Dans ces lettres, Jane Austen, fille, sœur et tante bien-aimée, se révèle comme une femme qui apprécie sa vie sociale, le plaisir nerveux de la bonne humeur et un peu de mauvaise conduite, le dynamisme d’être dans le monde avec un plus grand échantillon de la nature humaine à observer et à se moquer. Elle avait des opinions, de l’esprit et un désir de voir les gens interagir, tout comme Emma. Et comme Emma, elle adorait le bal.
Et pourtant, d’un point de vue socio-économique, Austen ressemblait beaucoup plus à l’autre vieille fille (pour reprendre le langage du livre) de cette colline. Son père était un vicaire respectable mais pauvre, et avec sa mort, les femmes Austen, comme les femmes Bates, ont commencé un parcours semé d’embûches sur l’échelle sociale, louant des chambres pleines de courants d’air à Bath et à Southampton, dépendant des frères de la famille pour leur subsistance, et attendant, attendant toujours, que quelqu’un leur propose de les monter dans leur calèche. Austen connaissait la monnaie de la gratitude. Ici, dans une lettre écrite peu de temps après la publication d’Emma, l’auteur semble positivement batesien :
Comment rendre justice à la gentillesse de toute ma famille pendant cette maladie, cela me dépasse ! — Chaque cher Frère si affectueux et si inquiet ! — Et quant à ma sœur ! — Les mots me manquent pour tenter de décrire à quel point elle a été une infirmière pour moi. Dieu merci! elle ne semble pas s’en porter plus mal, et comme il n’a jamais été nécessaire de s’asseoir, je suis prêt à espérer qu’elle n’ait pas de fatigues ultérieures à souffrir. J’ai tant de soulagements et de réconforts pour lesquels je peux bénir le Tout-Puissant.

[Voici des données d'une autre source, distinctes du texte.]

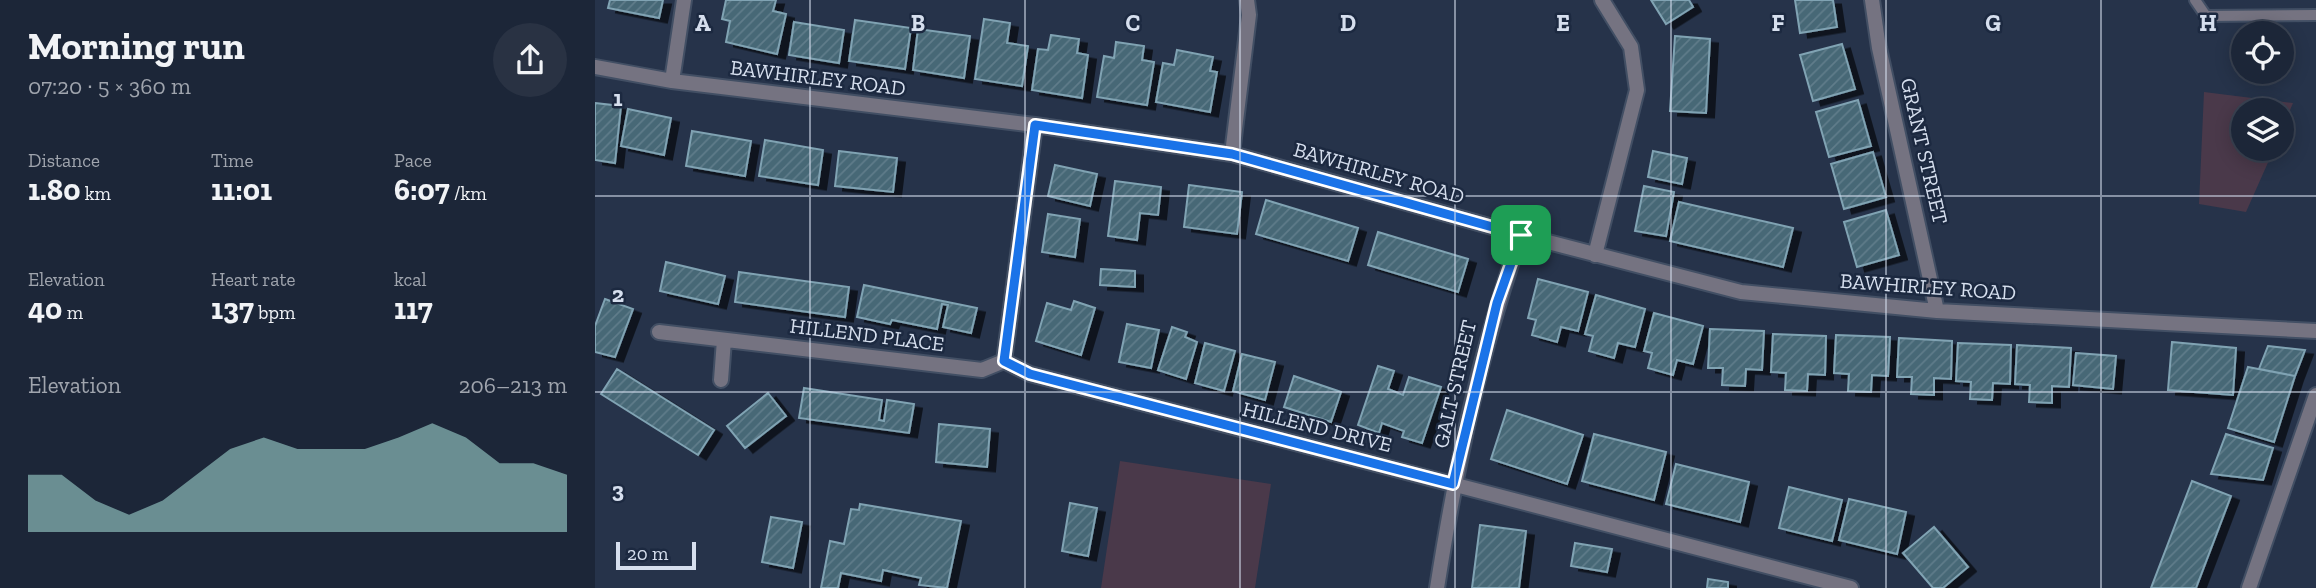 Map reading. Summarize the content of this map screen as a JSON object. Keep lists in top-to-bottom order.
{
  "streets": {
    "street": [
      "BAWHIRLEY ROAD",
      "GRANT STREET",
      "HILLEND PLACE",
      "GALT STREET",
      "HILLEND DRIVE"
    ]
  },
  "crossings": [
    ["BAWHIRLEY ROAD", "GRANT STREET"],
    ["BAWHIRLEY ROAD", "GALT STREET"],
    ["HILLEND PLACE", "HILLEND DRIVE"],
    ["GALT STREET", "HILLEND DRIVE"]
  ],
  "scale_bar": "20 m",
  "page": {
    "heading": ["Morning run", "07:20 · 5 × 360 m"],
    "stats": [
      ["Distance", "1.80 km"],
      ["Time", "11:01"],
      ["Pace", "6:07 /km"],
      ["Elevation", "40 m"],
      ["Heart rate", "137 bpm"],
      ["kcal", "117"]
    ],
    "chart": ["Elevation", "206–213 m"],
    "scale": "20 m"
  },
  "grid": {
    "columns": [
      "A",
      "B",
      "C",
      "D",
      "E",
      "F",
      "G",
      "H"
    ],
    "rows": ["1", "2", "3"]
  }
}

Ma tête était toujours claire et je n’avais pratiquement aucune douleur ; mes principales souffrances étaient des nuits fiévreuses, de la faiblesse et de la langueur.
Ce qui nous ramène à Box Hill, où la douleur abonde. L’héroïne romantique défie les conventions du genre qu’Austen elle-même a le plus pleinement créé et se révèle moins qu’héroïque, disant et faisant des choses qui ne peuvent être reprises, étant, en fait, une personne réelle et intéressante. Et en même temps, c’est une scène dans laquelle le personnage secondaire de la bande dessinée, Miss Bates, tourne au centre de la scène, révélant son la pleine humanité comme quelqu’un qui a de la dignité et une vie intérieure qui admet la souffrance et l’humiliation.
Il y a un réalisme très moderne dans cette scène qui n’a rien à voir avec ce qui sera plus tard le roman de régence tant imité. Austen s’est inspirée des deux aspects de sa vie de femme vivant hors de la protection du patriarcat et les a mis en conflit, comme pour dire que les femmes en elles-mêmes sont un sujet puissant, fascinant et aux multiples facettes. En bref, à Box Hill, Austen a réussi le test de Bechdel bien avant sa mise en place. Et elle l’a fait au moment même où elle créait un troisième modèle de célibat, une femme artiste qui pourrait vivre du produit de son travail.
__________________________________

Miss Bates : Emma revisitée de Catherine Cliff est disponible chez Pegasus Books.